The television screen was unbroken but smeared with whisky.
The woman didn’t pause. 'Evidence suggests the three murders may be linked, a development denied by official police sources.'
'I didn't mean to kill any of them, not really. My wife found out I was seeing someone else. I tried to explain that I had already dealt with that problem... I only meant to scare her off, but I got so angry...'
'Sir, David. Are you confessing to...'
'That's rich isn't it, Amrit? You ring up, call a number on a list your company has paid for, think you'll be getting a punter for your energy switching. What do you get? Some man thousands of miles away telling you they killed three women, but they didn't mean to do it. Funny, when you think about it.'
'I think perhaps you should speak with the police.'
'When her sister saw me... standing over the body... it would have been okay if she hadn't screamed.'
'You sound as if you have been drinking. Perhaps in the morning this will all seem...'
'I've drunk almost the whole bottle, Amrit. Whisky. I expect you have no idea what that feels like. Against your religion, and all that.'
'You are confusing Hinduism with Islam. We can drink alcohol, so long as we can accommodate it within our faith. The question for Hindus is how does the use of alcohol fit in with its sense of dharma and how does it affect us karmically?'
'I used to believe in Heaven. I was never religious, not so you'd notice. Now I hope that Hell is a myth, as well. I killed my lover and her sister but I didn't mean to do any of it. I tried to explain to Amy, but the look on her face... I just wanted her to love me again.'
'Is there someone I can call for you, David? A friend, relative?'
'I have everything I need.'
The man reached across and picked up the almost empty bottle of whisky. In doing so, he knocked over a pill bottle. Dozens of small, white pills cascaded out onto the table top, and onto the carpet.

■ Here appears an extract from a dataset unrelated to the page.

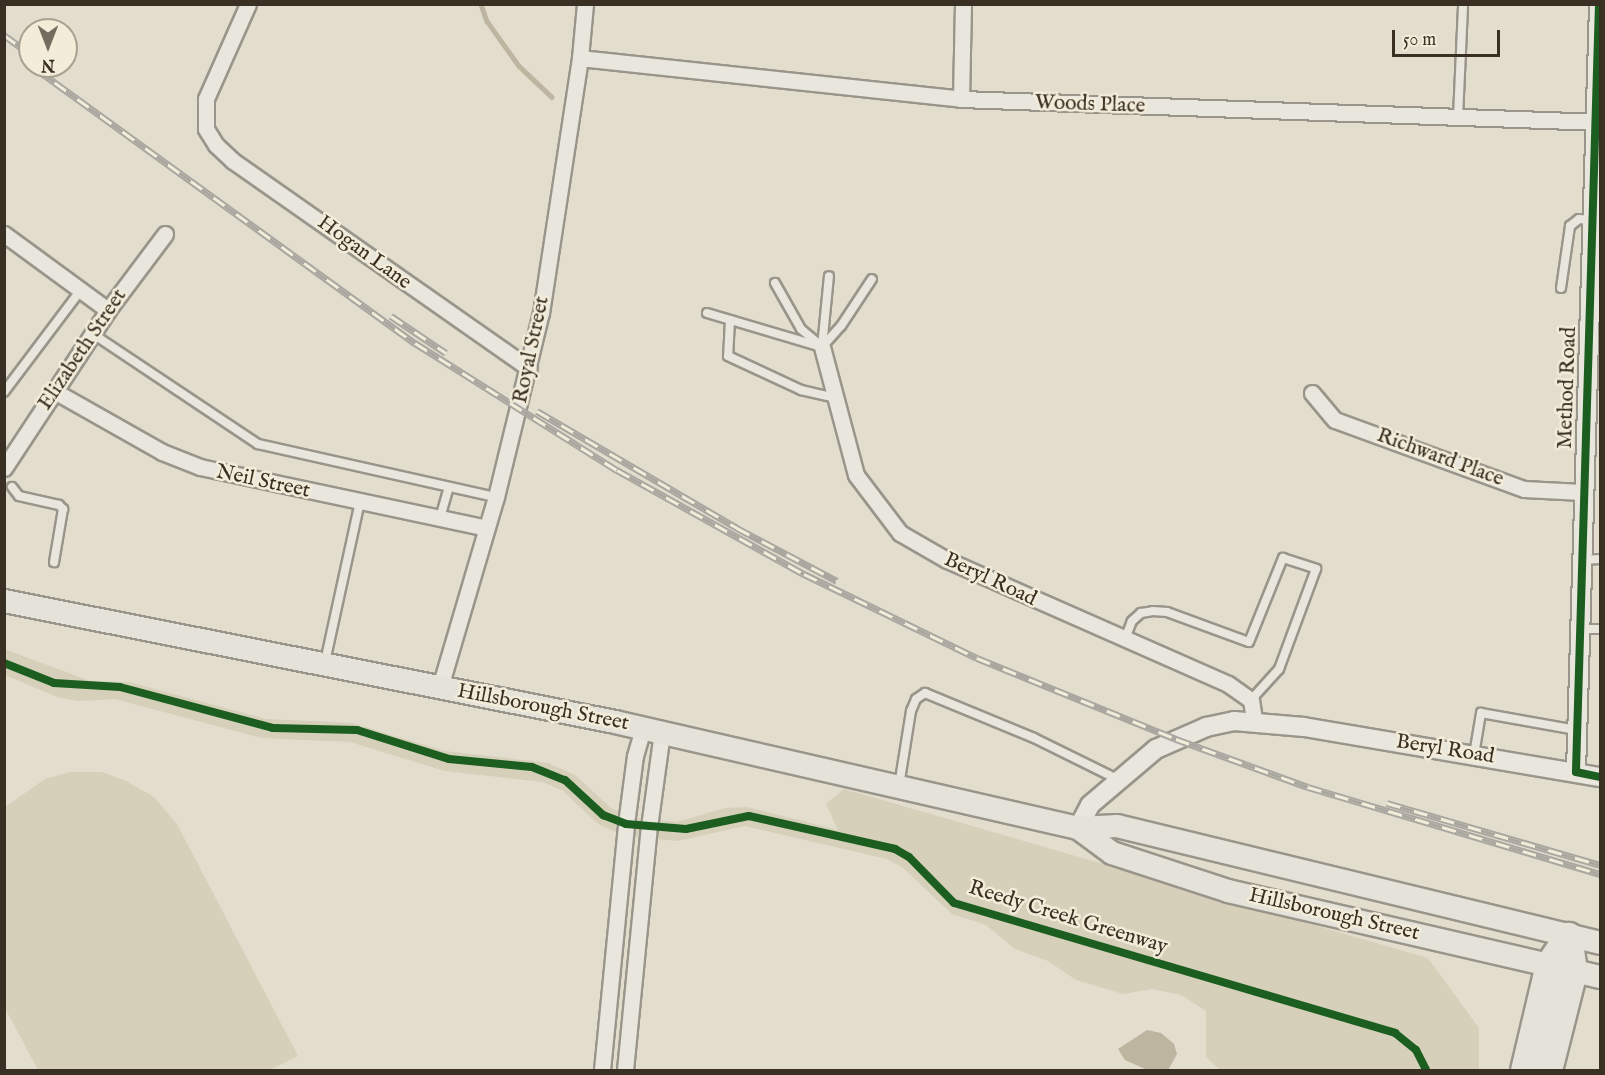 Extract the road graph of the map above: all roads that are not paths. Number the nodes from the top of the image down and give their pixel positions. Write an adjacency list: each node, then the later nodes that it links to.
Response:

'I think I should call someone.'
'But you did. You called me. And I am internally grateful.'
'I mean someone to help...'
'Don't you think you've helped? You've had my energy needs in mind and here I am burdening your conscience with my guilt. If only I could feel guilt... all I feel is sorrow.'
'Sorrow is a normal emotion...'
'Sorrow for me. Self-pity. This has ruined my life, Amrit. No, there's only one way out.'
'No! Don't do anything like that.' The words were shouted into the telephone.
The man dropped to his knees on the carpet and began to collect the white pills into his palm. He held the telephone against his ear with his shoulder.
'Too late for any of that.'
Through the closed curtains, a flashing blue light suddenly shone into the dimly lit room.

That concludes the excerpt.